The English Civil War ended Kenilworth's castle. Parliamentary forces occupied the fortress after the Royalists withdrew, and after the war they slighted it on Parliament's 1649 orders -- the keep partially demolished, the great mere drained, the residential buildings left to decay. By the early eighteenth century Kenilworth was a small Warwickshire market town with picturesque ruins on its edge. A nearby cottage settlement was called 'Little Virginia', allegedly because Sir Walter Raleigh's first imported potatoes had been planted there -- a story modern historians treat with affectionate scepticism, suggesting the name more likely came from colonists returning from Virginia in the seventeenth century. In 1778 a windmill was built in the town.

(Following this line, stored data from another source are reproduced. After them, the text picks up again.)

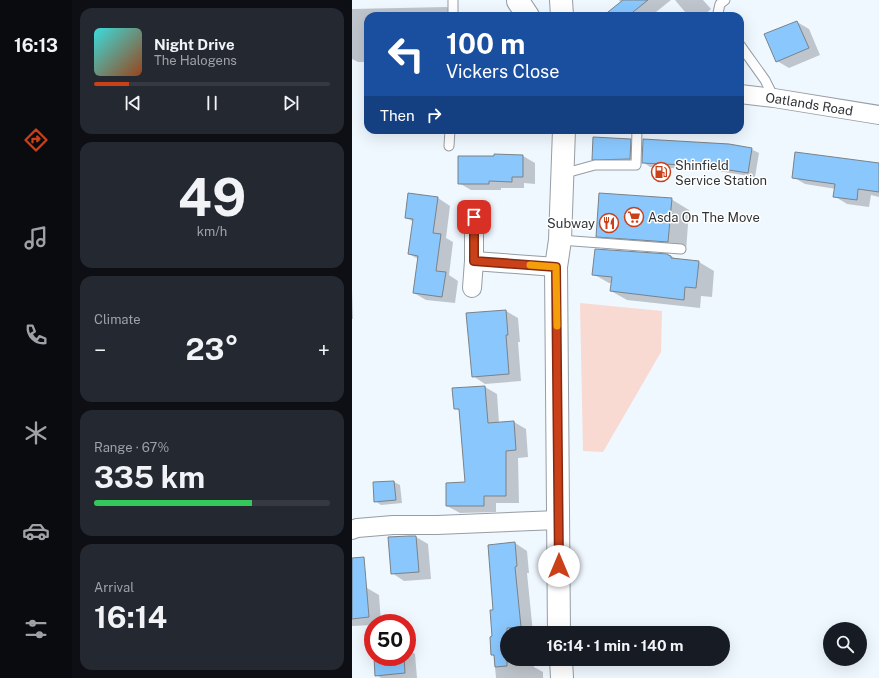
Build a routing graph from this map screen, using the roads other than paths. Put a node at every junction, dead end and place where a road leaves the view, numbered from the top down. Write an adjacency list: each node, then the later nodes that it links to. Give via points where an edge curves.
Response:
1 (453, 0): 6 (lane)
2 (517, 0): 3 (main road); 7 (main road)
3 (532, 0)
4 (561, 0): 8 (main road)
5 (725, 0): 9 (lane, via 720,4)
6 (453, 12)
7 (525, 12)
8 (562, 12)
9 (718, 12)
10 (744, 51): 12 (lane, via 765,80)
11 (744, 94): 12 (street, Oatlands Road)
12 (774, 98): 13 (street, Oatlands Road)
13 (879, 115)
14 (450, 134): 17 (lane)
15 (564, 134): 18 (main road)
16 (637, 134): 18 (lane, via 636,165 596,165)
17 (449, 146)
18 (562, 174): 20 (main road)
19 (474, 217): 22 (street)
20 (560, 240): 21 (lane); 23 (main road)
21 (681, 249)
22 (474, 261): 23 (street); 24 (street)
23 (556, 267): 25 (main road)
24 (472, 288)
25 (558, 520): 26 (street, via 393,525); 27 (main road)
26 (352, 530)
27 (559, 626)
28 (561, 666): 29 (main road)
29 (562, 678)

In 1884 the mill was converted to a water tower by adding a tank where the sails had been. It supplied the town's water until 1939 and now stands as a private house, still a local landmark.

The Town Today

Kenilworth's modern life runs on commuter rail, automotive engineering, and quiet provincial prosperity. The Coventry-to-Leamington railway line, closed by Beeching in 1965, reopened with a brand new Kenilworth station in 2018. The town centre revolves around the 1906 clock tower at its main roundabout -- a memorial built by the local benefactor George Marshall Turner to his late wife, partially destroyed by German bombing in November 1940 and fully restored in the 1970s. On the night of 21 November 1940, two parachute mines dropped during the Blitz killed twenty-five people in the Abbey End area; the bomb-damaged district was rebuilt as Talisman Square in the 1960s. Kenilworth has been a Fairtrade Town since 2007. The Cross pub-restaurant won a Michelin star in 2015. Notable residents over the decades have included Alec Issigonis, the designer of the Morris Minor and the Mini, and Andrew Davies, who wrote the 1995 BBC Pride and Prejudice screenplay still considered the definitive adaptation. The University of Warwick is two and a half miles north. The motorways and Birmingham Airport are all within a dozen miles. Kenilworth is a Midlands town now, but its centre of gravity has not quite let go of the castle on its edge.

From the Air

Located at 52.341N, 1.566W in central Warwickshire, roughly 5.5 miles south-west of Coventry and 4.5 miles north of Warwick and Leamington Spa. Identifiable from the air by the substantial red sandstone ruins of Kenilworth Castle at the town's north-western edge, the wedge of green at Abbey Fields, and the clock tower at the central roundabout. Nearest airports: EGBE (Coventry, 4nm NE), EGBB (Birmingham, 15nm NW). Best viewed at 1,500-3,000 ft AGL.